Stored data

================================

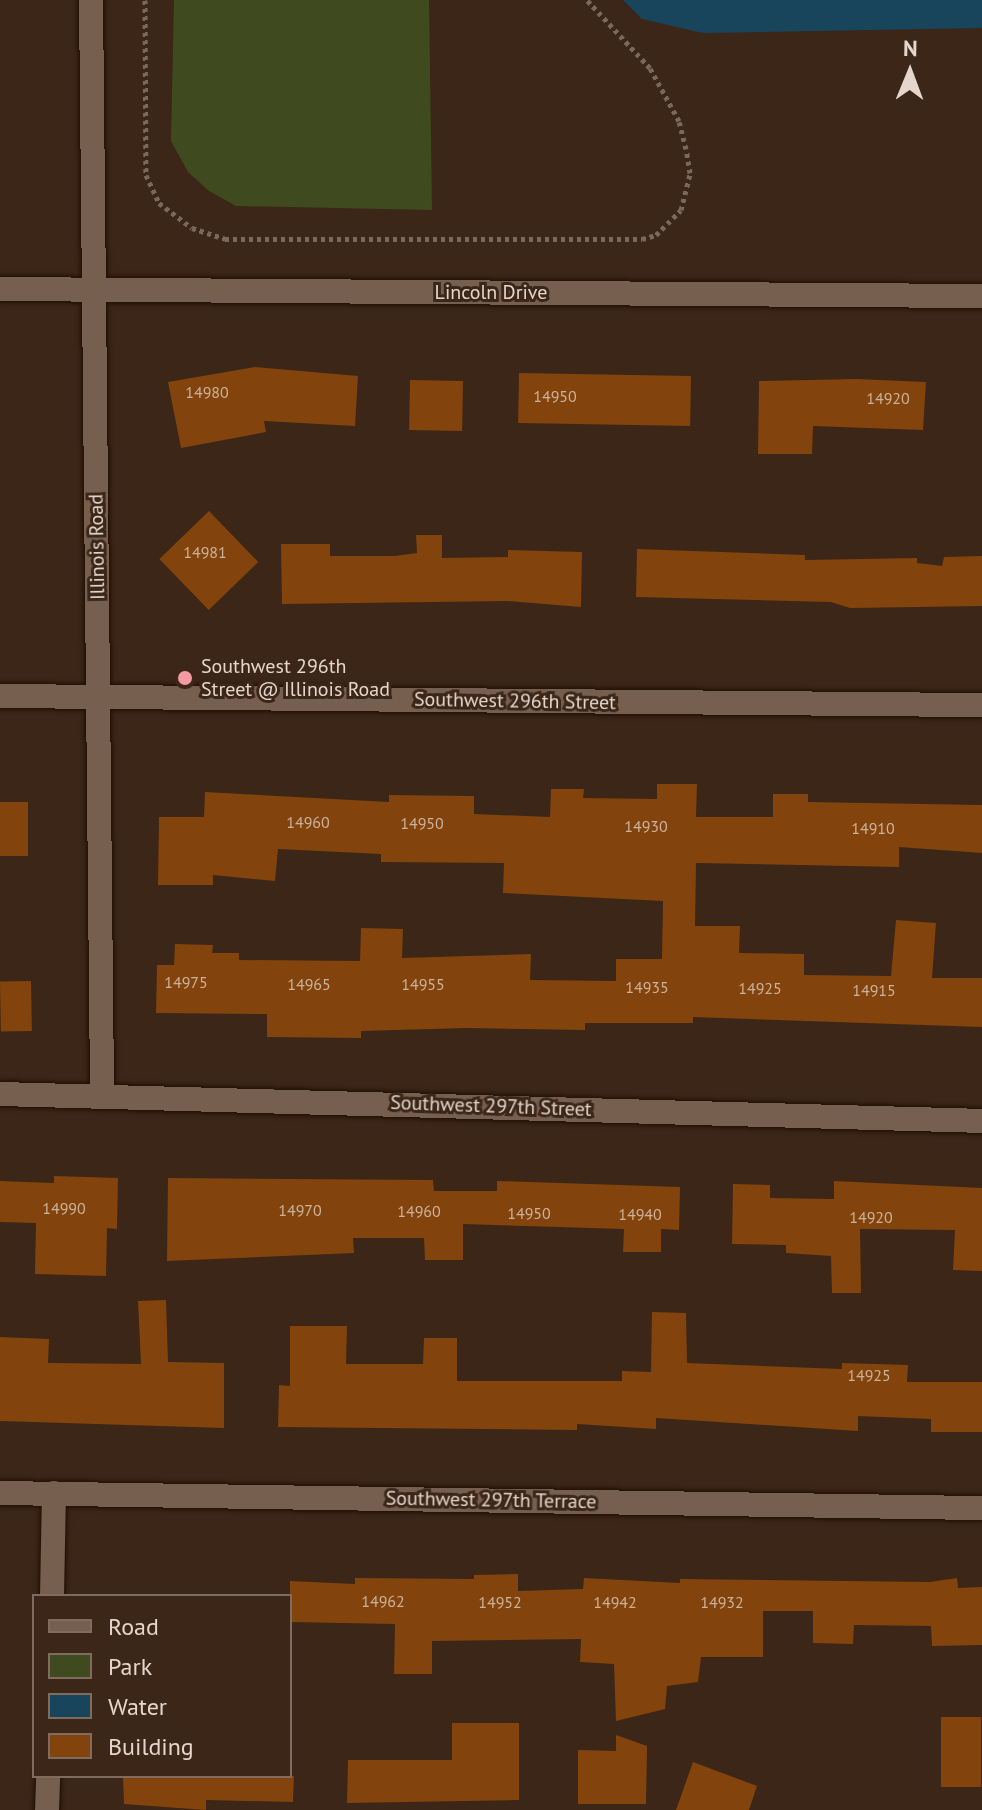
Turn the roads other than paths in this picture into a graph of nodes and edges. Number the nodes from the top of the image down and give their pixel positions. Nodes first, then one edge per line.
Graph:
1 (91, 0) edge
2 (0, 289) edge
3 (92, 289) junction
4 (982, 296) edge
5 (0, 696) edge
6 (99, 697) junction
7 (982, 705) edge
8 (0, 1094) edge
9 (102, 1094) junction
10 (982, 1121) edge
11 (0, 1493) edge
12 (54, 1493) junction
13 (982, 1508) edge
14 (52, 1594) edge
15 (48, 1778) edge
16 (47, 1810) edge

1 - 3 street, Illinois Road
2 - 3 street, Lincoln Drive
3 - 4 street, Lincoln Drive
3 - 6 street, Illinois Road
5 - 6 street, Southwest 296th Street
6 - 7 street, Southwest 296th Street
6 - 9 street, Illinois Road
8 - 9 street, Southwest 297th Street
9 - 10 street, Southwest 297th Street
11 - 12 street, Southwest 297th Terrace
12 - 13 street, Southwest 297th Terrace
12 - 14 street
15 - 16 street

================================

§ Work to complete
Copy out the entries above in full and exactly, skipping every picture.

§ Written response
Turn the roads other than paths in this picture into a graph of nodes and edges. Number the nodes from the top of the image down and give their pixel positions. Nodes first, then one edge per line.
Graph:
1 (91, 0) edge
2 (0, 289) edge
3 (92, 289) junction
4 (982, 296) edge
5 (0, 696) edge
6 (99, 697) junction
7 (982, 705) edge
8 (0, 1094) edge
9 (102, 1094) junction
10 (982, 1121) edge
11 (0, 1493) edge
12 (54, 1493) junction
13 (982, 1508) edge
14 (52, 1594) edge
15 (48, 1778) edge
16 (47, 1810) edge

1 - 3 street, Illinois Road
2 - 3 street, Lincoln Drive
3 - 4 street, Lincoln Drive
3 - 6 street, Illinois Road
5 - 6 street, Southwest 296th Street
6 - 7 street, Southwest 296th Street
6 - 9 street, Illinois Road
8 - 9 street, Southwest 297th Street
9 - 10 street, Southwest 297th Street
11 - 12 street, Southwest 297th Terrace
12 - 13 street, Southwest 297th Terrace
12 - 14 street
15 - 16 street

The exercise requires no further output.